Search code examples
pythonarraysnumpyscipynumpy-ndarray

Self differencing function for 2D numpy array (correlation?)


I have a 2D array mat of shape ~ (3000, 5). Now I want to subtract every column from the others and ignore the self subtraction. This is what I have right now and what works. I just want a more efficient way of doing this, like a self correlation or something. Is there a numpy or scipy function that allows me to do this with less steps instead of the usual for loop?

agreement = np.full((mat.shape[1], mat.shape[1]), [np.nan]*mat.shape[0])
for i in range(agreement.shape[0] - 1):
    for j in range(i+1, agreement.shape[1]):
        A = mat[:, i]
        B = mat[:, j]
        diff = A - B
        agreement[i][j] = diff

The result is a 2d array agreement that looks something like this:

array([[nan [......] [......] [......] [......]]
       [nan nan [......] [......] [......]]
       [nan nan nan [......] [......]]
       [nan nan nan nan [......]]
       [nan nan nan nan nan]])

Each of the [......] represents the diff of those 2 columns and is thus of shape (3000,1) and is not an accurate representation, just to give an example.

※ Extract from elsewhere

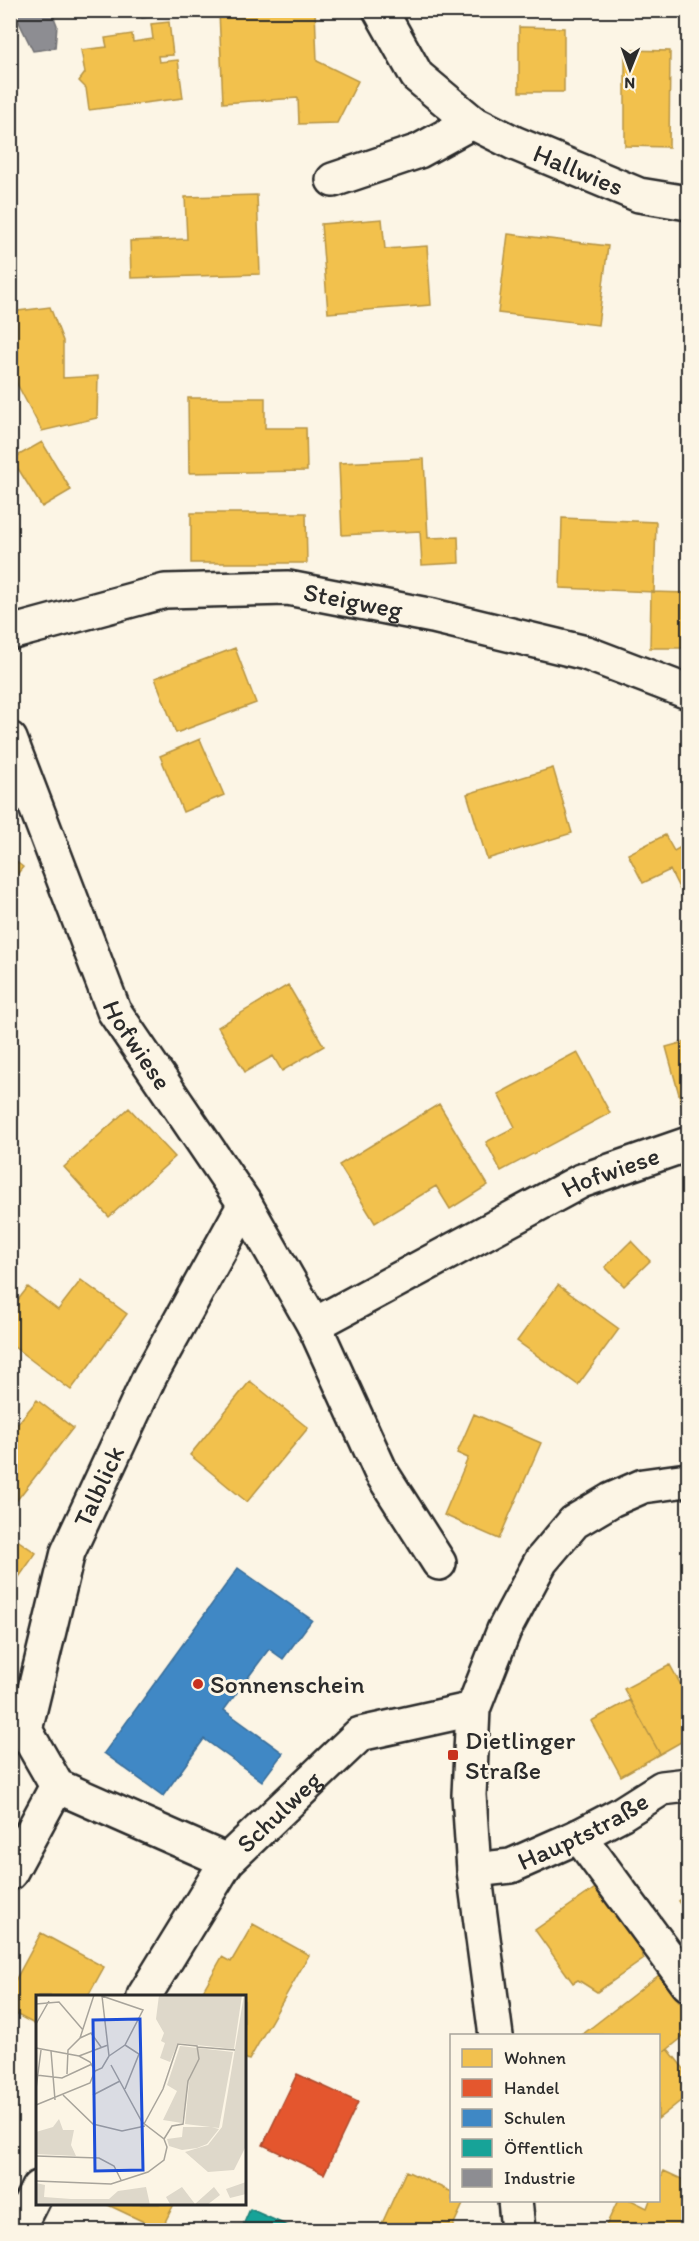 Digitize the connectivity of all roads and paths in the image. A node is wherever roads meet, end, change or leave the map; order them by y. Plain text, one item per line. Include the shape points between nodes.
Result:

Each of the nan represents the array [np.nan]*mat.shape[0]


Solution

  • np.corrcoef(mat, rowvar=False) will give you real correlation matrix for your 5 columns

    To make array of diffs you describe, use:

    agreement = (
        np.stack([mat] * mat.shape[1], axis=1).T - 
        np.stack([mat.T] * mat.shape[1], axis=0)
    )
    

    in this array agreement[a, b] = mat[:, a] - mat[:, b]

    but there will be no nan in low triangle of matrix